EXERCISE OBJECTIVE:
Reproduce the data below exactly as written. Pictures do not belong in the copy.

-------- DATASET EXCERPTS

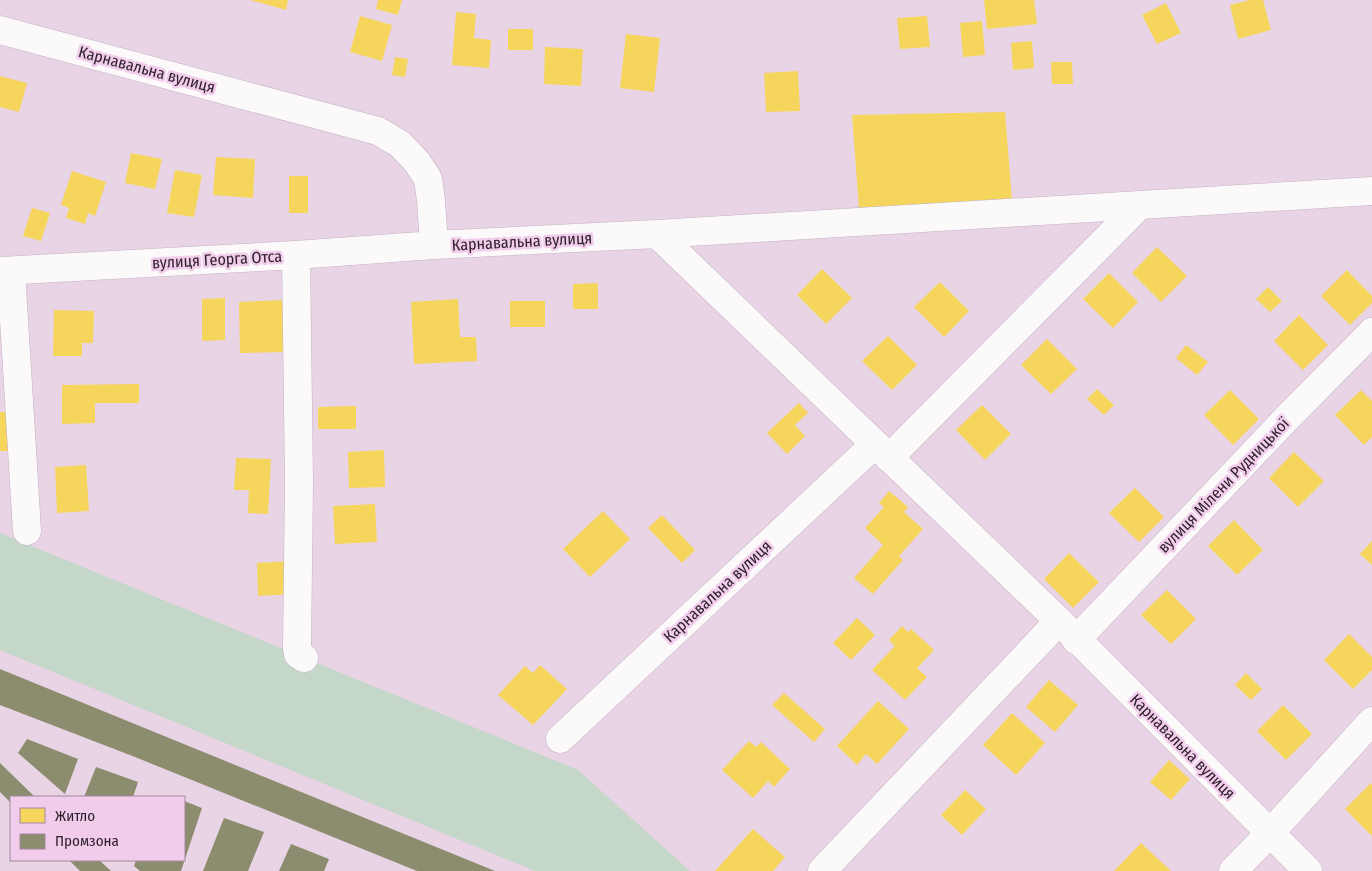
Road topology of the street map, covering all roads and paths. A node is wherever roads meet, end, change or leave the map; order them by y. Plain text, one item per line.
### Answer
1 (0, 30) edge
2 (1372, 191) edge
3 (1140, 205) junction
4 (657, 234) junction
5 (434, 245) junction
6 (296, 255) junction
7 (6, 271) edge
8 (1372, 332) edge
9 (882, 451) junction
10 (27, 531) dead end
11 (1067, 631) junction
12 (304, 658) dead end
13 (1372, 721) edge
14 (560, 739) dead end
15 (1270, 832) junction
16 (822, 871) edge
17 (1233, 871) edge
18 (1308, 871) edge

1 - 5 street, Карнавальна вулиця
2 - 3 street
3 - 4 street
3 - 9 street
4 - 5 street, Карнавальна вулиця
4 - 9 street, Карнавальна вулиця
5 - 6 street, вулиця Георга Отса
6 - 7 street, вулиця Георга Отса
6 - 12 street
7 - 10 street
8 - 11 street, вулиця Мілени Рудницької
9 - 11 street, Карнавальна вулиця
9 - 14 street, Карнавальна вулиця
11 - 15 street, Карнавальна вулиця
11 - 16 street
13 - 15 street
15 - 17 street
15 - 18 street, Карнавальна вулиця

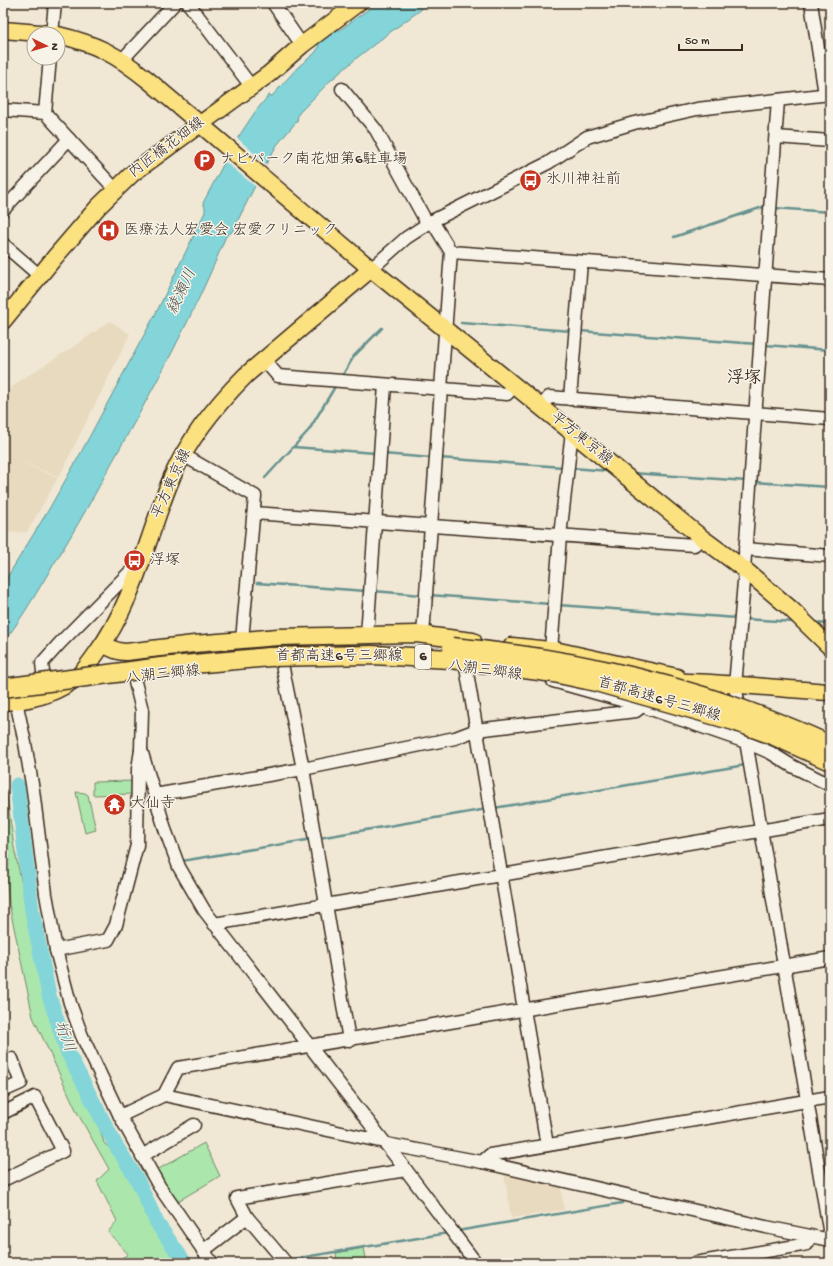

----------------

EXERCISE SOLUTION:
Road topology of the street map, covering all roads and paths. A node is wherever roads meet, end, change or leave the map; order them by y. Plain text, one item per line.
### Answer
1 (0, 30) edge
2 (1372, 191) edge
3 (1140, 205) junction
4 (657, 234) junction
5 (434, 245) junction
6 (296, 255) junction
7 (6, 271) edge
8 (1372, 332) edge
9 (882, 451) junction
10 (27, 531) dead end
11 (1067, 631) junction
12 (304, 658) dead end
13 (1372, 721) edge
14 (560, 739) dead end
15 (1270, 832) junction
16 (822, 871) edge
17 (1233, 871) edge
18 (1308, 871) edge

1 - 5 street, Карнавальна вулиця
2 - 3 street
3 - 4 street
3 - 9 street
4 - 5 street, Карнавальна вулиця
4 - 9 street, Карнавальна вулиця
5 - 6 street, вулиця Георга Отса
6 - 7 street, вулиця Георга Отса
6 - 12 street
7 - 10 street
8 - 11 street, вулиця Мілени Рудницької
9 - 11 street, Карнавальна вулиця
9 - 14 street, Карнавальна вулиця
11 - 15 street, Карнавальна вулиця
11 - 16 street
13 - 15 street
15 - 17 street
15 - 18 street, Карнавальна вулиця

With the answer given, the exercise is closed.